9) It is impractical to have a detailed list of do’s and don’ts regarding Non-Sexual Boundary Violations ( NSBVs) as often it is the context which differentiates an acceptable boundary crossing from an unacceptable boundary violation. However, it would be useful to note that sometimes NSBVs can ‘slip into’ SBVs. It would be important for all doctors to be alert to warning signals in their own (or in their colleague’s), as well as patients’ behaviour in these situations.
10) Doctors are reminded to ensure that they use social media responsibly, as it can inadvertently lead to a blurring of professional boundaries.
11) As doctors are to ensure they do not exploit the doctor-patient relationship for sexual gain, it would also imply that these Guidelines extend to protect the family members of patients too. (This would extend to family members who are also part of the therapeutic doctor-patient/ family dynamic).
12) Any failure to follow these Guidelines, if reported to the Indian Psychiatric Society(IPS) will be referred to the Ethics Committee.

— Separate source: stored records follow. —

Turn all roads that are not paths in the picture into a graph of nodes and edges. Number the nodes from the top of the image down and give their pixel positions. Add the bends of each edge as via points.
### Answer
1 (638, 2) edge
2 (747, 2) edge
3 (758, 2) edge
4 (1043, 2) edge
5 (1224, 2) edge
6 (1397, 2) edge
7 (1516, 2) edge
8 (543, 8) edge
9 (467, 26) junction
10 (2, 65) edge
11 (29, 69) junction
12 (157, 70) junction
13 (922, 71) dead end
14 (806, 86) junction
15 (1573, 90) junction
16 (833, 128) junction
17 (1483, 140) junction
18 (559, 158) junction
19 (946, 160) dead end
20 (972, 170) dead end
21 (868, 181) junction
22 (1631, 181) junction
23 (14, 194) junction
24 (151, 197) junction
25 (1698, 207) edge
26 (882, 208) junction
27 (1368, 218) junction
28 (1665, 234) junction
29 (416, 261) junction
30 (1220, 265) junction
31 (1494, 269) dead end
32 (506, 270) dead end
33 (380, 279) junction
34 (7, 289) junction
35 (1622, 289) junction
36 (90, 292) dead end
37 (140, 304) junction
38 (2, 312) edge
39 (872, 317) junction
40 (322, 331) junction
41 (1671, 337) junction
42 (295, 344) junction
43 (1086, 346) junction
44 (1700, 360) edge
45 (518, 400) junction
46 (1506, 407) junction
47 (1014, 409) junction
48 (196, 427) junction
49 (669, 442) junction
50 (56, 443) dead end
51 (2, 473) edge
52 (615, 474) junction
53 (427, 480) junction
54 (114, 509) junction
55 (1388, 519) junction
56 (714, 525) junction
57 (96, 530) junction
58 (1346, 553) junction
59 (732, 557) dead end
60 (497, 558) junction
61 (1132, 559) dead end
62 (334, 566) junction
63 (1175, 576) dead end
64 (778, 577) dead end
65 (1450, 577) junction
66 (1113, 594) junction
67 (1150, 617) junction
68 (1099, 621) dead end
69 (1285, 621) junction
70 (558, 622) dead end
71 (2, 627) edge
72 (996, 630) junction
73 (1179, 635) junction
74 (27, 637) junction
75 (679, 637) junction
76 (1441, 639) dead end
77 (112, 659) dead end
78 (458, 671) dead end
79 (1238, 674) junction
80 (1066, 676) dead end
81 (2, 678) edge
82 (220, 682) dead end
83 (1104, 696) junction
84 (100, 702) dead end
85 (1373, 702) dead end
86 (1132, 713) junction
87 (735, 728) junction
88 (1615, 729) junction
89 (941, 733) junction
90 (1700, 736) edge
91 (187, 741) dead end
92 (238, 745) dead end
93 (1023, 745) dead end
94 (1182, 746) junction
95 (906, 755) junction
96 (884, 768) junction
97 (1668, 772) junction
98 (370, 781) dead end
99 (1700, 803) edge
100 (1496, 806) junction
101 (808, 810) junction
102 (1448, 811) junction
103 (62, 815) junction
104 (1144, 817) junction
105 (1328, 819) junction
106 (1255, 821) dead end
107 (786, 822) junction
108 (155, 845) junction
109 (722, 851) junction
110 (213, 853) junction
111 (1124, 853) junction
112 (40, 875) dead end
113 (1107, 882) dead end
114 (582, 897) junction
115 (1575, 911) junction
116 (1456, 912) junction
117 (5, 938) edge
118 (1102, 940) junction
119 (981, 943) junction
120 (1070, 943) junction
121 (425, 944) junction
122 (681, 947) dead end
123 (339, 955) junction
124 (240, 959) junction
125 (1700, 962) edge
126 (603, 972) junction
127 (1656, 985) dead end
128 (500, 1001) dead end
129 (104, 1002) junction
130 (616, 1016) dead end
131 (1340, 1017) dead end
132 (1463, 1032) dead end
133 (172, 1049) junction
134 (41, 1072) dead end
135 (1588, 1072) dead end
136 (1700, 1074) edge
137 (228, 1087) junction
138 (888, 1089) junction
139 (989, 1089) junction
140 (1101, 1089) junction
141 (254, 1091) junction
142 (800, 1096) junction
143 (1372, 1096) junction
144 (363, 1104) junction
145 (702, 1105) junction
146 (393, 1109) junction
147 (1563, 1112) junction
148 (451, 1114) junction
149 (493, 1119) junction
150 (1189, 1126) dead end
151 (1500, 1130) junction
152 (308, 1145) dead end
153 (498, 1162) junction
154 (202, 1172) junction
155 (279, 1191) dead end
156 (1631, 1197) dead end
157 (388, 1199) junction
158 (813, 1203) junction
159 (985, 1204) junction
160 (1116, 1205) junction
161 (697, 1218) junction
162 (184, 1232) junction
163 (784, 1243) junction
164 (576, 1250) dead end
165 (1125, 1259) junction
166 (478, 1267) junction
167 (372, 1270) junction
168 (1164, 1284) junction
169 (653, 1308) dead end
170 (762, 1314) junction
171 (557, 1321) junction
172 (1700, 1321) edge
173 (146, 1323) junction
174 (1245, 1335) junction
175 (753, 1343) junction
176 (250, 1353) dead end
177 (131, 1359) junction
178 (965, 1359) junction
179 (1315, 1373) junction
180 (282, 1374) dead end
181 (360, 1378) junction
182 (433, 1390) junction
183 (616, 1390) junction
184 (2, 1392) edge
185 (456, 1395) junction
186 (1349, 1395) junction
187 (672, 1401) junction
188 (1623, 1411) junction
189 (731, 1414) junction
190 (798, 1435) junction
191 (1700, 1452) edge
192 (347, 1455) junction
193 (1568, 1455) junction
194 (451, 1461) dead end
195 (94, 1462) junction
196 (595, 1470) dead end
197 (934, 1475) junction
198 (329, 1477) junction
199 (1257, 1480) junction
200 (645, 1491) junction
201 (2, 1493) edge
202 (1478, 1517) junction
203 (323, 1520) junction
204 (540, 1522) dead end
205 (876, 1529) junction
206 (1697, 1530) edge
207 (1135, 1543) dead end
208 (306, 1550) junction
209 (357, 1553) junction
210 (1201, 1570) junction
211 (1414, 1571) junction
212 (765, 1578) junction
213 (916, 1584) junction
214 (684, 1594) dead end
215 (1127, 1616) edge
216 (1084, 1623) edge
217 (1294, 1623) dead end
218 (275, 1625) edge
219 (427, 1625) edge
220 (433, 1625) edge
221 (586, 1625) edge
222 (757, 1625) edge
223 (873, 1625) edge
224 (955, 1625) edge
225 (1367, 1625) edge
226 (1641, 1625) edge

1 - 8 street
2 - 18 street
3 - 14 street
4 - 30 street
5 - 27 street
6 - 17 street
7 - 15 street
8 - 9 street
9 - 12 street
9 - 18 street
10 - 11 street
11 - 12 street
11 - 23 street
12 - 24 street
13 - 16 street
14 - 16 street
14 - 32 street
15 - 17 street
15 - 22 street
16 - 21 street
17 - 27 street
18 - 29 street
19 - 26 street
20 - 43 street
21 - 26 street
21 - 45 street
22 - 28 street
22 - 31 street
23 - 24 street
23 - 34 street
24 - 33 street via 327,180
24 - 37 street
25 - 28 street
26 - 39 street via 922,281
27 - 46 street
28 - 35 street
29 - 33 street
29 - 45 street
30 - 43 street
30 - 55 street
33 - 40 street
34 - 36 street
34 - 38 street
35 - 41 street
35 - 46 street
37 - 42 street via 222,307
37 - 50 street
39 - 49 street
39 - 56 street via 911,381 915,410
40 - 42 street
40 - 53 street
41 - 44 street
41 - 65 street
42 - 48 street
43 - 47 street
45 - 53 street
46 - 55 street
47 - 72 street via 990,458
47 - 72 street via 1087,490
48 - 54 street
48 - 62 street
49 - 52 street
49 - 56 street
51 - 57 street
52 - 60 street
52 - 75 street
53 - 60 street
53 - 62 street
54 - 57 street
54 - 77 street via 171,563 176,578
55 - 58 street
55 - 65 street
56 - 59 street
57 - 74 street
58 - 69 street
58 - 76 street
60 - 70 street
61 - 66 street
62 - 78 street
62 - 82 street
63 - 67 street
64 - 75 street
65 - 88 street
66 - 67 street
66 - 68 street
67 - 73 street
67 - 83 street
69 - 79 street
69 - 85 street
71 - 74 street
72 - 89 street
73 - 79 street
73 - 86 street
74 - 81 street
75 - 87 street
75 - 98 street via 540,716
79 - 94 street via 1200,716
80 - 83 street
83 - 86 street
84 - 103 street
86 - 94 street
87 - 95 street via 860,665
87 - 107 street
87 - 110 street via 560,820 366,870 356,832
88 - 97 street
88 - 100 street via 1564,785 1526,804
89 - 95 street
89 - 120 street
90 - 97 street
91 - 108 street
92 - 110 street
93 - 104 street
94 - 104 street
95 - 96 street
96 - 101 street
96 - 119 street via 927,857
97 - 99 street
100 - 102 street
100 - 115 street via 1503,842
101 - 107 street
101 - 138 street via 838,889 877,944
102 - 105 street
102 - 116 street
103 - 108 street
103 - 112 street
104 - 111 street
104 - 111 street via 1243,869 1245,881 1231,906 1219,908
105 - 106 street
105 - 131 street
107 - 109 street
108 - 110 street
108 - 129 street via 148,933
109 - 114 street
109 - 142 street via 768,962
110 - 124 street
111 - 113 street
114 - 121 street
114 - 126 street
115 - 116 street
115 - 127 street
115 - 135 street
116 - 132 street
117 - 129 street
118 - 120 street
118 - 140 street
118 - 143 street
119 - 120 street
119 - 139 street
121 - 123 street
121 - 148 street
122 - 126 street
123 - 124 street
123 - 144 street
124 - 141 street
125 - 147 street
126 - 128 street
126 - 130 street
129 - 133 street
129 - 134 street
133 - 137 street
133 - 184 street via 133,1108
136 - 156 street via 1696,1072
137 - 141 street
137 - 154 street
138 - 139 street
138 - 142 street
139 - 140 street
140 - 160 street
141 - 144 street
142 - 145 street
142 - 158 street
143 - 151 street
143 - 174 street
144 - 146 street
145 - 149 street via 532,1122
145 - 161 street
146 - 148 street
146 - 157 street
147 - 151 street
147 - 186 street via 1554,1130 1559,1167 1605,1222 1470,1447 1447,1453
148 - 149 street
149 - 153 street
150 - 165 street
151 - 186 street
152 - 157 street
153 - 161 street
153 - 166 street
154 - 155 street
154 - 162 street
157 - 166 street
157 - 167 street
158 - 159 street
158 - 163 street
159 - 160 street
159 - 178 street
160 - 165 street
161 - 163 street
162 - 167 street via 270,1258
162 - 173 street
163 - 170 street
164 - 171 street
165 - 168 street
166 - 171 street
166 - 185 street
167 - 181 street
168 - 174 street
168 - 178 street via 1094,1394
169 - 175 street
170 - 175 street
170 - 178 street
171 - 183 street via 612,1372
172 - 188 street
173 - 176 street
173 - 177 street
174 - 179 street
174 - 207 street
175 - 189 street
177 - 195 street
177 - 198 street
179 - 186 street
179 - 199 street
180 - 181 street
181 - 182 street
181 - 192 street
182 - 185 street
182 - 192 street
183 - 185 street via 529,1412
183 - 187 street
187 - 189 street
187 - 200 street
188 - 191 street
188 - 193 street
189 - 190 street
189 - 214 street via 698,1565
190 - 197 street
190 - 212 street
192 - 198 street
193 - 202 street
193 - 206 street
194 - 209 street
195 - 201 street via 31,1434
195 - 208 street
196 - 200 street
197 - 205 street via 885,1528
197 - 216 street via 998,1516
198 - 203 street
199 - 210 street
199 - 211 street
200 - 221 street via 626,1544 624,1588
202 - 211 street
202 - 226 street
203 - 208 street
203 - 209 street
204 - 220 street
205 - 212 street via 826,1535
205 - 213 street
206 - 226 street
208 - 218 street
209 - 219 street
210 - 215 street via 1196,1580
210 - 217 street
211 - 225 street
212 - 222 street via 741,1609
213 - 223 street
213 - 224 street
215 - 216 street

It is suggested that all allegations of SBV be taken up for initial enquiry by the Ethics Committee of the IPS. If considered appropriate, they will refer the case to the local “Internal Complaints Committee” (as required by the Supreme Court mandated law on Prevention of Sexual Harassment of Women in the Workplace (Prevention, Prohibition and Redressal Act 2013.) Though this law pertains to women at the workplace, many hospitals/ nursing homes have gender-neutral policies which extends to patients too.
If any criminal act is reported, then the appropriate process of enquiry by the police should be initiated. Doctors are reminded of their own ethical obligation to report unethical conduct by colleagues. (As listed in Section 1.7 of The Indian Medical Council (Professional conduct, Etiquette and Ethics) Regulations, 2002). Where children are involved, reporting is mandatory or risks imprisonment (Protection of Children from Sexual Offences Act, POCSO 2012).
13) Though these Guidelines pertains primarily to patients, doctors are reminded that similar care should be extended to interactions with students, colleagues and other professionals in the multidisciplinary team- indeed anyone who is in a ‘power imbalanced relationship’ with the doctor.
14) False allegations can occur. It is important for doctors to be alert to warning signals and risk situations. If the doctor finds him/ herself in the midst of an allegation (whether true or false), it would be important to reach out to colleagues for support. Members of the IPS should be available to support a colleague during any enquiry into an allegation. In the event of an allegation, support should not mean ‘covering up’ the issue. If the allegation proves true on enquiry, the colleague should be supported to the face the consequences of his or her behaviour. Steps should be taken to access help to try and ensure that the behaviour does not recur and patients are protected.